Structured pose outputs:
==============================

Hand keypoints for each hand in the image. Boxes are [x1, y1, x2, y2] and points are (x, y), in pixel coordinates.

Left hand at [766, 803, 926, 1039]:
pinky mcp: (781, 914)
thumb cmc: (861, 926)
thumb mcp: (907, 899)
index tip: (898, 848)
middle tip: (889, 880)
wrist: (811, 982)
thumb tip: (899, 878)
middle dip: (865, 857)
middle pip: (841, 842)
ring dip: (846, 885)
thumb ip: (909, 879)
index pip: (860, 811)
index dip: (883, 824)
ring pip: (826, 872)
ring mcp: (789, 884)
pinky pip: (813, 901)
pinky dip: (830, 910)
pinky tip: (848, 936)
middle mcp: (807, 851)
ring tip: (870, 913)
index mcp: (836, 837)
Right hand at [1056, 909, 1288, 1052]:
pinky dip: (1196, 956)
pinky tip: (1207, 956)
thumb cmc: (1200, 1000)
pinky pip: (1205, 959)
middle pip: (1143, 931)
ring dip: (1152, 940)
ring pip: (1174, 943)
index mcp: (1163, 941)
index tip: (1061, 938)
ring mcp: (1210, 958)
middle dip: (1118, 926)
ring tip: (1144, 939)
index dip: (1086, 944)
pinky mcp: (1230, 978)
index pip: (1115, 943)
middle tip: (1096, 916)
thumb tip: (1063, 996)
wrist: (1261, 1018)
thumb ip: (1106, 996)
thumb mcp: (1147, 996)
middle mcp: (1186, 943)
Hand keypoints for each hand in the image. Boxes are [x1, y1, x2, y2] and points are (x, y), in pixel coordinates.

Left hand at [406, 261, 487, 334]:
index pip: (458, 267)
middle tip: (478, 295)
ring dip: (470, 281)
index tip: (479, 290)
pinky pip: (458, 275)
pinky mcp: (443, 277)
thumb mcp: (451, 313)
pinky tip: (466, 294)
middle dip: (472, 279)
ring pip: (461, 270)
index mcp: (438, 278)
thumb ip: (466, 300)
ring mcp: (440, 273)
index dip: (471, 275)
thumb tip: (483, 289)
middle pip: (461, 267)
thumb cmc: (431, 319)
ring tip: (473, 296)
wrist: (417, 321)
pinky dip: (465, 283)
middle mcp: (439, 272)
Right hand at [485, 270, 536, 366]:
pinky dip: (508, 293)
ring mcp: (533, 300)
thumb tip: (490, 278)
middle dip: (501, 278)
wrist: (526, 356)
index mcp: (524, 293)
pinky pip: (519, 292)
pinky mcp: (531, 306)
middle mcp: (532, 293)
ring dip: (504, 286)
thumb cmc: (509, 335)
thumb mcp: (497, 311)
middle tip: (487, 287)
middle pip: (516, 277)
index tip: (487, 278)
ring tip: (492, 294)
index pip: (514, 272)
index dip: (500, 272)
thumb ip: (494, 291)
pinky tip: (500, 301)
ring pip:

==============================

Exactly reproduce all of the entries.

## RESPONSE TO THE TASK:
Hand keypoints for each hand in the image. Boxes are [x1, y1, x2, y2] and points are (x, y), in pixel coordinates.

Left hand at [766, 803, 926, 1039]:
pinky mcp: (781, 914)
thumb cmc: (861, 926)
thumb mcp: (907, 899)
index tip: (898, 848)
middle tip: (889, 880)
wrist: (811, 982)
thumb tip: (899, 878)
middle dip: (865, 857)
middle pip: (841, 842)
ring dip: (846, 885)
thumb ip: (909, 879)
index pip: (860, 811)
index dip: (883, 824)
ring pip: (826, 872)
ring mcp: (789, 884)
pinky pip: (813, 901)
pinky dip: (830, 910)
pinky tip: (848, 936)
middle mcp: (807, 851)
ring tip: (870, 913)
index mcp: (836, 837)
Right hand at [1056, 909, 1288, 1052]:
pinky dip: (1196, 956)
pinky tip: (1207, 956)
thumb cmc: (1200, 1000)
pinky pip: (1205, 959)
middle pip: (1143, 931)
ring dip: (1152, 940)
ring pip: (1174, 943)
index mcp: (1163, 941)
index tip: (1061, 938)
ring mcp: (1210, 958)
middle dip: (1118, 926)
ring tip: (1144, 939)
index dip: (1086, 944)
pinky mcp: (1230, 978)
index pip: (1115, 943)
middle tip: (1096, 916)
thumb tip: (1063, 996)
wrist: (1261, 1018)
thumb ip: (1106, 996)
thumb mcp: (1147, 996)
middle mcp: (1186, 943)
Hand keypoints for each hand in the image. Boxes are [x1, y1, x2, y2] and points are (x, y), in pixel coordinates.

Left hand at [406, 261, 487, 334]:
index pip: (458, 267)
middle tip: (478, 295)
ring dip: (470, 281)
index tip: (479, 290)
pinky pip: (458, 275)
pinky mcp: (443, 277)
thumb mcp: (451, 313)
pinky tip: (466, 294)
middle dip: (472, 279)
ring pip: (461, 270)
index mcp: (438, 278)
thumb ip: (466, 300)
ring mcp: (440, 273)
index dip: (471, 275)
thumb tip: (483, 289)
middle pip: (461, 267)
thumb cmc: (431, 319)
ring tip: (473, 296)
wrist: (417, 321)
pinky dip: (465, 283)
middle mcp: (439, 272)
Right hand at [485, 270, 536, 366]:
pinky dip: (508, 293)
ring mcp: (533, 300)
thumb tip: (490, 278)
middle dip: (501, 278)
wrist: (526, 356)
index mcp: (524, 293)
pinky pip: (519, 292)
pinky mcp: (531, 306)
middle mcp: (532, 293)
ring dip: (504, 286)
thumb cmc: (509, 335)
thumb mcp: (497, 311)
middle tip: (487, 287)
middle pip: (516, 277)
index tip: (487, 278)
ring tip: (492, 294)
index pip: (514, 272)
index dip: (500, 272)
thumb ip: (494, 291)
pinky tip: (500, 301)
ring pip:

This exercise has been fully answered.